April 18, 2017 (First written: December 2, 2016)
Mindfulness is everywhere, from spiritual and medical facilities to workplace, military, prison, and school. While I am not against the fact that more people are becoming aware of the benefits of mindfulness, I am deeply concerned about some aspects of the proliferation.
One of the benefits of mindfulness is that practitioners can feel calm and focused. This certainly is something everyone can take advantage of. However, this can also be taken advantage of by people in power.
Now, we can imagine the following situations. There are employees who are being exploited by their directors and executives. There is military personnel who suffers from abuse and torture by their superiors. There are prisoners who are denied of the basic humanitarian needs by their guards and officers. There are students who are being unduly controlled by a rigid schedule and their narrow-minded teachers. People in such a situation could certainly benefit from mindfulness practice. However, it is also possible that mindfulness practice is introduced to or even forced upon these disadvantaged people by the people in power. The main but hidden motivation for the use of mindfulness can well be to tame their subordinates.
But without first understanding the underlying issues and their origin, just feeling calm and focused will not be the true solution. Furthermore, if mindfulness practice is forced, it could even be a traumatic experience or be a trigger for re-traumatization.

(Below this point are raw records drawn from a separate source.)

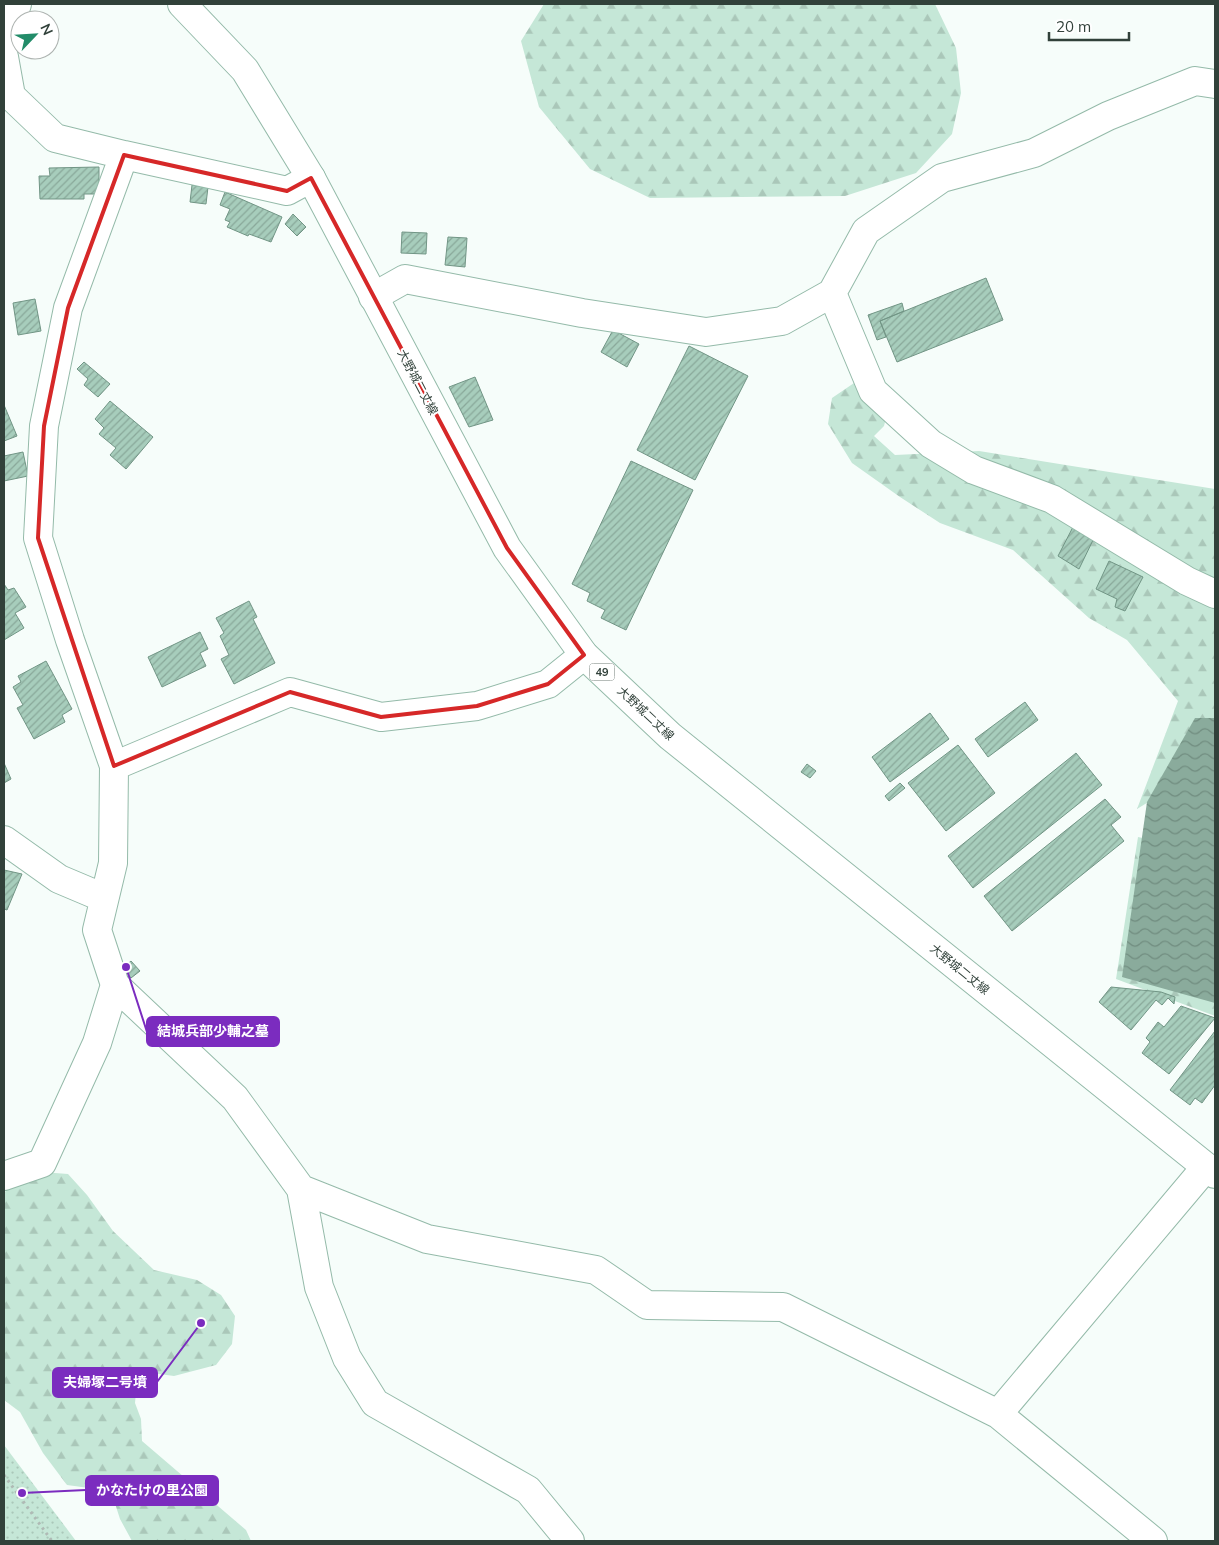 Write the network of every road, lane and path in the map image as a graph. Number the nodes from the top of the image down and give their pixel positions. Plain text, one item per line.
1 (16, 4) edge
2 (182, 4) edge
3 (4, 41) edge
4 (4, 57) edge
5 (1215, 84) edge
6 (124, 155) junction
7 (311, 178) junction
8 (832, 293) junction
9 (373, 298) junction
10 (1215, 594) edge
11 (584, 655) junction
12 (114, 766) junction
13 (8, 848) edge
14 (104, 898) junction
15 (116, 985) junction
16 (1210, 1170) edge
17 (4, 1176) edge
18 (301, 1189) junction
19 (998, 1414) junction
20 (4, 1475) edge
21 (52, 1541) edge
22 (570, 1541) edge
23 (1153, 1541) edge

1 - 3 street
2 - 7 street, 大野城二丈線 / 49
4 - 6 street
5 - 8 street
6 - 7 street
6 - 12 street
7 - 9 street, 大野城二丈線 / 49
8 - 9 street
8 - 10 street
9 - 11 street, 大野城二丈線 / 49
11 - 12 street
11 - 16 street, 大野城二丈線 / 49
12 - 14 street
13 - 14 street
14 - 15 street
15 - 17 street
15 - 18 street
16 - 19 street
18 - 19 street
18 - 22 street
19 - 23 street
20 - 21 path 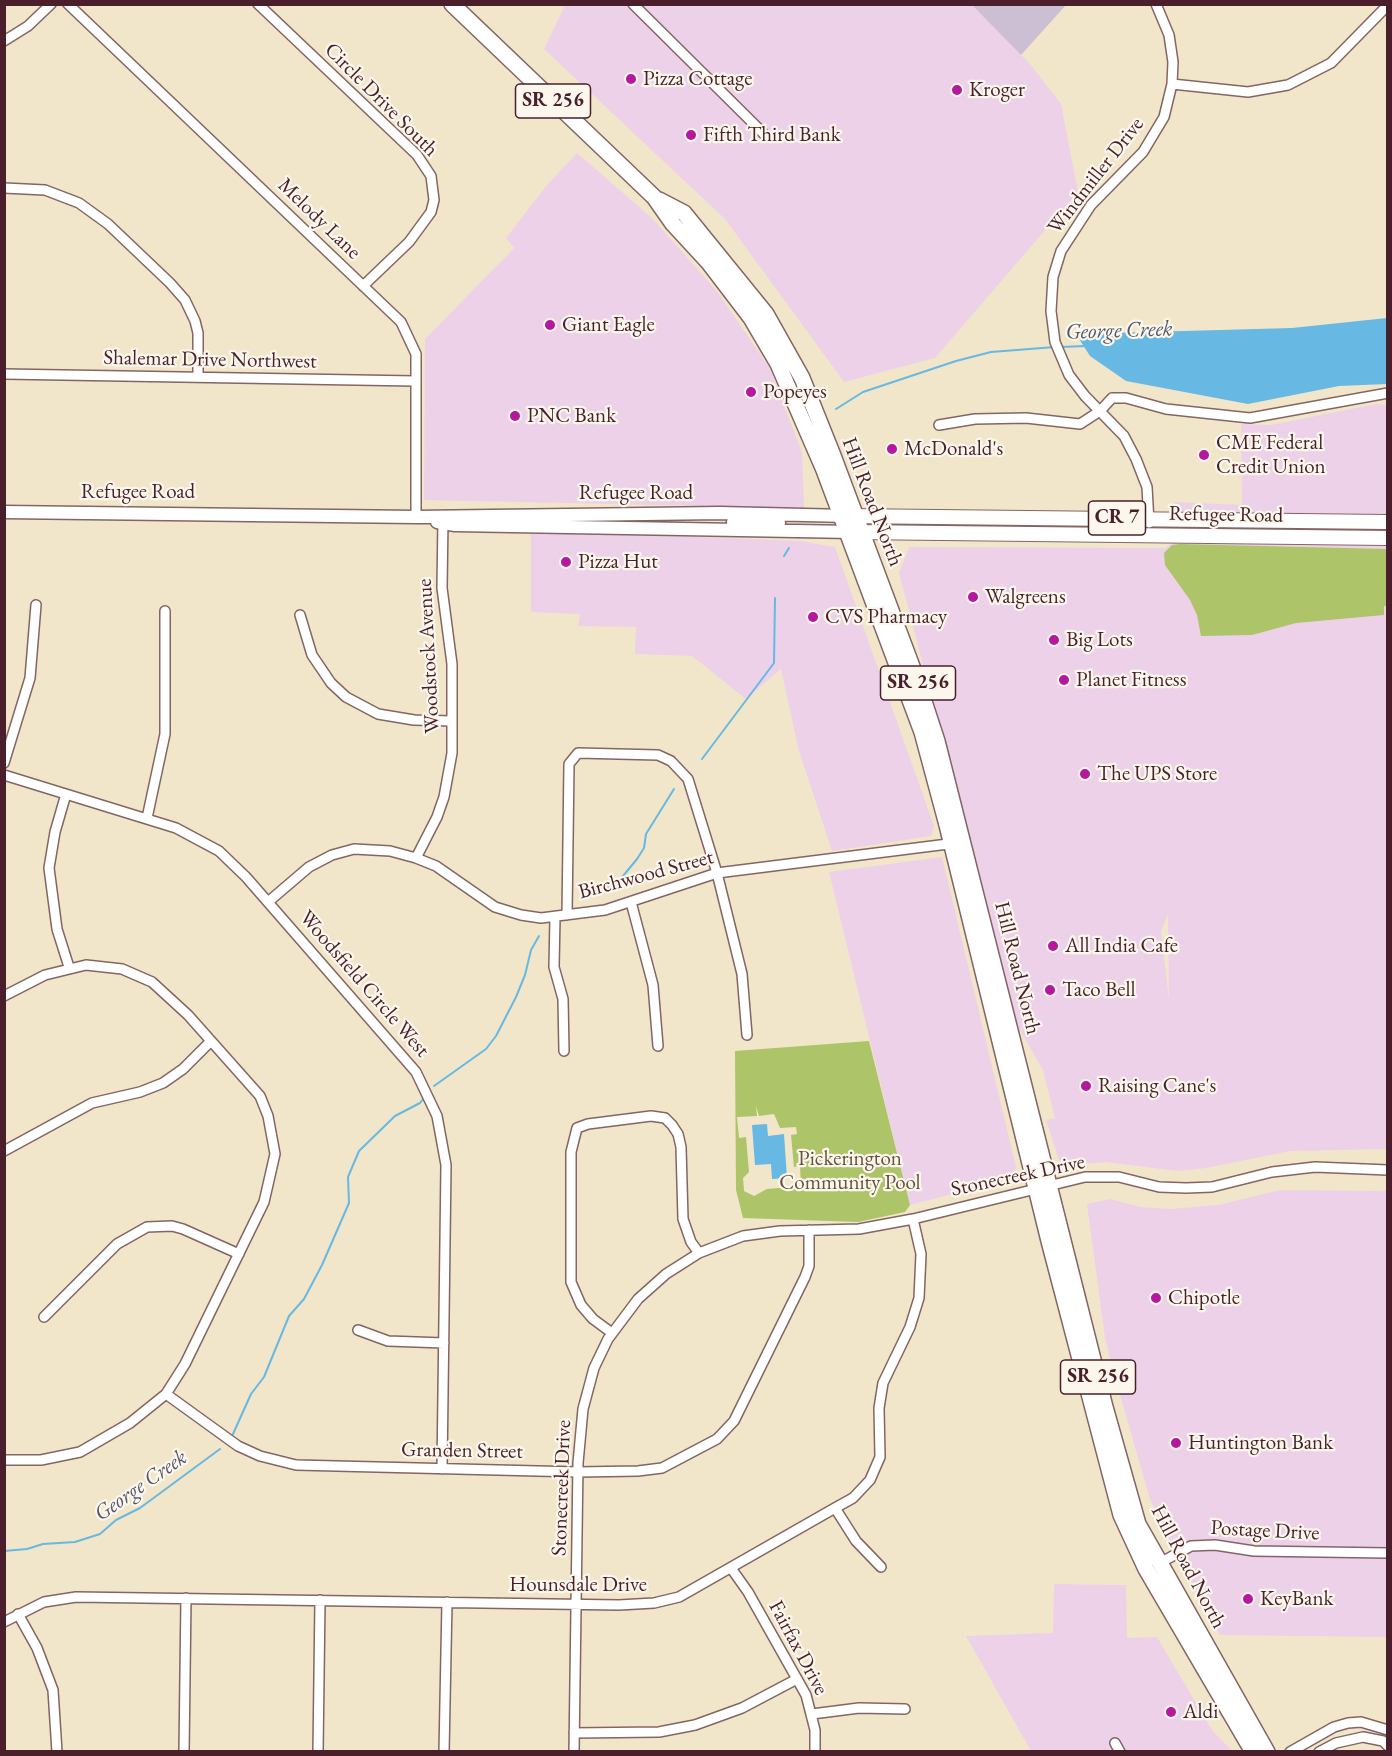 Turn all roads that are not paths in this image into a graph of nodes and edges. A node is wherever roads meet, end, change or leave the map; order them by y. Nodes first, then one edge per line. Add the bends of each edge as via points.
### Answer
1 (51, 4) edge
2 (68, 4) edge
3 (258, 4) edge
4 (452, 4) edge
5 (633, 4) edge
6 (1156, 4) edge
7 (1388, 5) edge
8 (4, 41) edge
9 (1172, 84) junction
10 (765, 135) dead end
11 (4, 188) edge
12 (363, 286) junction
13 (4, 374) edge
14 (198, 377) junction
15 (415, 381) junction
16 (1388, 393) edge
17 (1100, 411) junction
18 (939, 425) dead end
19 (4, 512) edge
20 (416, 518) junction
21 (443, 520) junction
22 (1149, 522) junction
23 (1388, 522) edge
24 (851, 524) junction
25 (1388, 538) edge
26 (36, 605) dead end
27 (165, 611) dead end
28 (300, 615) dead end
29 (453, 721) junction
30 (4, 763) edge
31 (4, 775) edge
32 (66, 794) junction
33 (147, 819) junction
34 (954, 843) junction
35 (416, 858) junction
36 (717, 873) junction
37 (268, 902) junction
38 (631, 902) junction
39 (567, 915) junction
40 (555, 917) junction
41 (69, 967) junction
42 (4, 996) edge
43 (747, 1035) dead end
44 (210, 1042) junction
45 (658, 1046) dead end
46 (564, 1051) dead end
47 (4, 1151) edge
48 (1388, 1170) edge
49 (1044, 1187) junction
50 (912, 1219) junction
51 (809, 1230) junction
52 (699, 1253) junction
53 (239, 1254) junction
54 (44, 1317) dead end
55 (358, 1330) dead end
56 (612, 1333) junction
57 (444, 1343) junction
58 (166, 1394) junction
59 (4, 1460) edge
60 (442, 1469) junction
61 (578, 1472) junction
62 (836, 1508) junction
63 (1388, 1553) edge
64 (1152, 1566) junction
65 (881, 1567) dead end
66 (730, 1568) junction
67 (186, 1598) junction
68 (320, 1600) junction
69 (447, 1602) junction
70 (577, 1604) junction
71 (18, 1614) junction
72 (4, 1622) edge
73 (797, 1679) junction
74 (905, 1709) dead end
75 (812, 1714) junction
76 (1348, 1724) junction
77 (1388, 1730) edge
78 (574, 1734) junction
79 (1352, 1738) junction
80 (1388, 1746) edge
81 (57, 1752) edge
82 (184, 1752) edge
83 (318, 1752) edge
84 (444, 1752) edge
85 (574, 1752) edge
86 (816, 1752) edge
87 (1253, 1752) edge
88 (1267, 1752) edge
89 (1290, 1752) edge
90 (1319, 1752) edge

1 - 8 street via 28,26
2 - 12 street, Melody Lane
3 - 12 street, Circle Drive South via 417,155 431,176 431,212 409,242
4 - 24 highway, Hill Road North / SR 256 via 678,219 757,327 778,364
5 - 10 street
6 - 9 street, Windmiller Drive via 1170,44
7 - 9 street via 1331,63 1288,86 1248,92
9 - 17 street, Windmiller Drive via 1164,117 1151,141 1092,205 1061,251 1053,277 1051,311 1057,346 1069,375
11 - 14 street via 45,190 79,203 108,224 170,283 185,300 195,321
12 - 15 street, Melody Lane via 392,311 407,331 416,354
13 - 14 street, Shalemar Drive Northwest
14 - 15 street, Shalemar Drive Northwest
15 - 20 street, Melody Lane
16 - 17 street via 1250,418 1166,409 1126,398 1112,398
17 - 18 street via 1080,424 1026,418 975,419
17 - 22 street, Windmiller Drive via 1124,436 1136,459 1147,487
19 - 20 main road, Refugee Road / CR 7
20 - 21 main road, Refugee Road / CR 7
21 - 24 main road, Refugee Road / CR 7 via 720,513
21 - 24 main road, Refugee Road via 672,529 680,522
21 - 29 street, Woodstock Avenue via 442,588 452,664
22 - 23 main road, Refugee Road / CR 7
22 - 24 main road, Refugee Road / CR 7 via 1007,517 996,524 967,526
24 - 25 main road, Refugee Road / CR 7
24 - 34 highway, Hill Road North / SR 256 via 922,732
24 - 49 highway, Hill Road North / SR 256 via 917,680 937,741
26 - 30 street via 30,678
27 - 33 street via 165,734
28 - 29 street via 312,655 346,697 378,714
29 - 35 street, Woodstock Avenue via 444,797
31 - 32 street, Woodsfield Circle West
32 - 33 street, Woodsfield Circle West
32 - 41 street via 49,868 57,928
33 - 37 street, Woodsfield Circle West via 188,832 219,851
34 - 36 street, Birchwood Street
34 - 49 highway, Hill Road North / SR 256
35 - 37 street, Birchwood Street via 376,849 341,852 309,867
35 - 40 street, Birchwood Street via 436,866 495,907 530,917
36 - 38 street, Birchwood Street
36 - 39 street via 688,779 671,761 658,755 578,753 569,764
36 - 43 street via 742,974
37 - 57 street, Woodsfield Circle West via 409,1062 431,1099 446,1165
38 - 39 street, Birchwood Street
38 - 45 street via 654,985
39 - 40 street, Birchwood Street
40 - 46 street via 554,967 563,999
41 - 42 street
41 - 44 street via 105,966 141,976 188,1015
44 - 47 street via 163,1083 92,1103
44 - 53 street via 260,1096 274,1141 268,1190
48 - 49 street, Stonecreek Drive via 1315,1167 1212,1186 1160,1187 1119,1177 1084,1177
49 - 50 street, Stonecreek Drive
49 - 64 highway, Hill Road North / SR 256 via 1108,1473 1121,1515
50 - 51 street, Stonecreek Drive via 859,1229
50 - 62 street, Hounsdale Drive via 922,1279 914,1315 880,1395 880,1457 862,1490
51 - 52 street, Stonecreek Drive via 744,1236
51 - 61 street, Granden Street via 809,1266 805,1277 741,1411 727,1431 662,1468
52 - 56 street, Stonecreek Drive via 656,1282
52 - 56 street via 683,1219 681,1147 672,1125 664,1118 651,1116 577,1128 571,1152 571,1282 589,1315
53 - 54 street via 183,1229 147,1227 117,1244
53 - 58 street
55 - 57 street via 388,1341
56 - 61 street, Stonecreek Drive via 588,1384 579,1433
57 - 60 street, Woodsfield Circle West
58 - 59 street via 130,1423 80,1452 41,1460
58 - 60 street, Granden Street via 227,1440 272,1460 320,1467
60 - 61 street, Granden Street
61 - 70 street, Stonecreek Drive
62 - 65 street via 856,1541
62 - 66 street, Hounsdale Drive
63 - 64 street, Postage Drive via 1191,1546
64 - 87 highway, Hill Road North / SR 256
64 - 88 highway, Hill Road North / SR 256
66 - 70 street, Hounsdale Drive via 669,1600
66 - 73 street, Fairfax Drive via 748,1592
67 - 68 street, Hounsdale Drive
67 - 71 street, Hounsdale Drive via 76,1597 44,1602
67 - 82 street
68 - 69 street, Hounsdale Drive
68 - 83 street
69 - 70 street, Hounsdale Drive
69 - 84 street
70 - 78 street, Stonecreek Drive
71 - 72 street, Hounsdale Drive
71 - 81 street via 37,1648 53,1690
73 - 75 street, Fairfax Drive
73 - 78 street via 741,1708 695,1725 659,1732
74 - 75 street via 859,1708
75 - 86 street, Fairfax Drive
76 - 77 street via 1362,1722
76 - 79 street
76 - 89 street via 1334,1726
78 - 85 street, Stonecreek Drive
79 - 80 street via 1383,1741
79 - 90 street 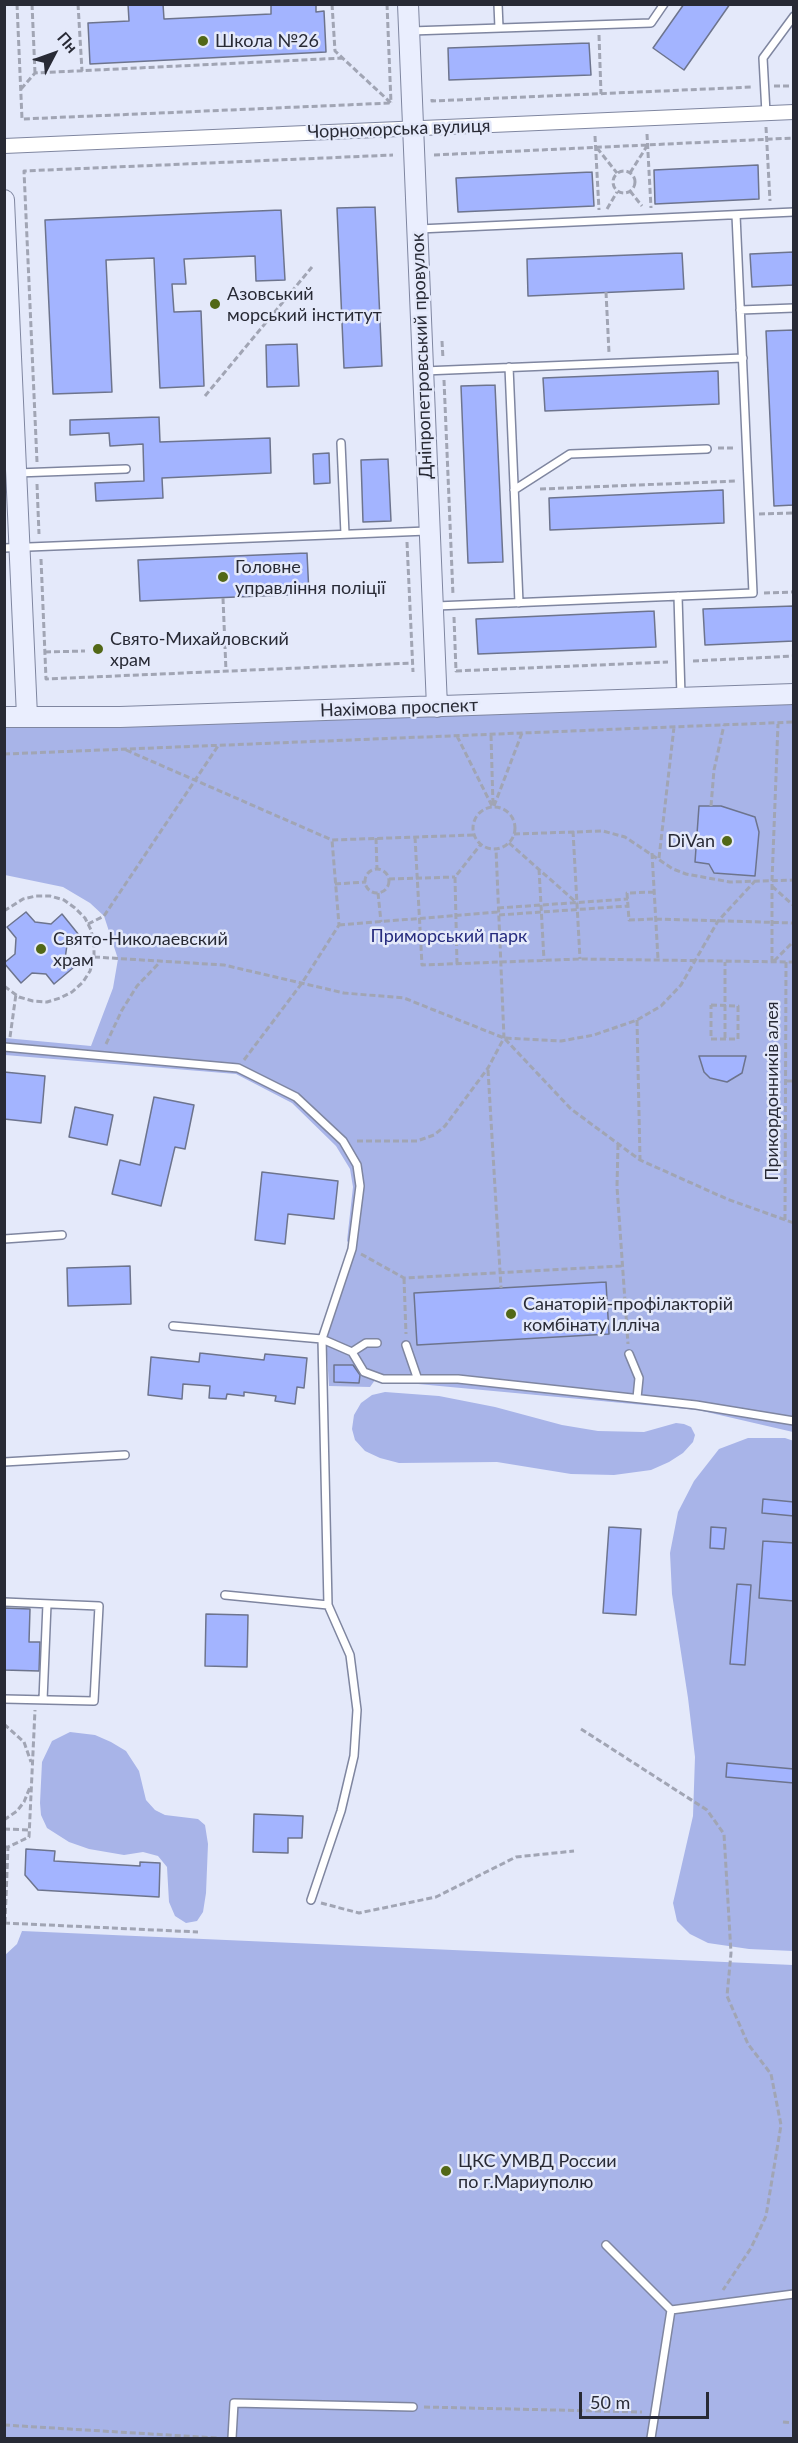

In my opinion, the people who need to practice mindfulness first are people in power. If they practice genuine mindfulness (not as a means to learn how to focus on making money or gaining a high status), which is always coupled with compassion and kindness, they would begin to understand the real situation where their subordinates are in and to take a responsible action on their side. Then, rather than forcing mindfulness practice on their subordinates, they may be able to focus on improving the whole system.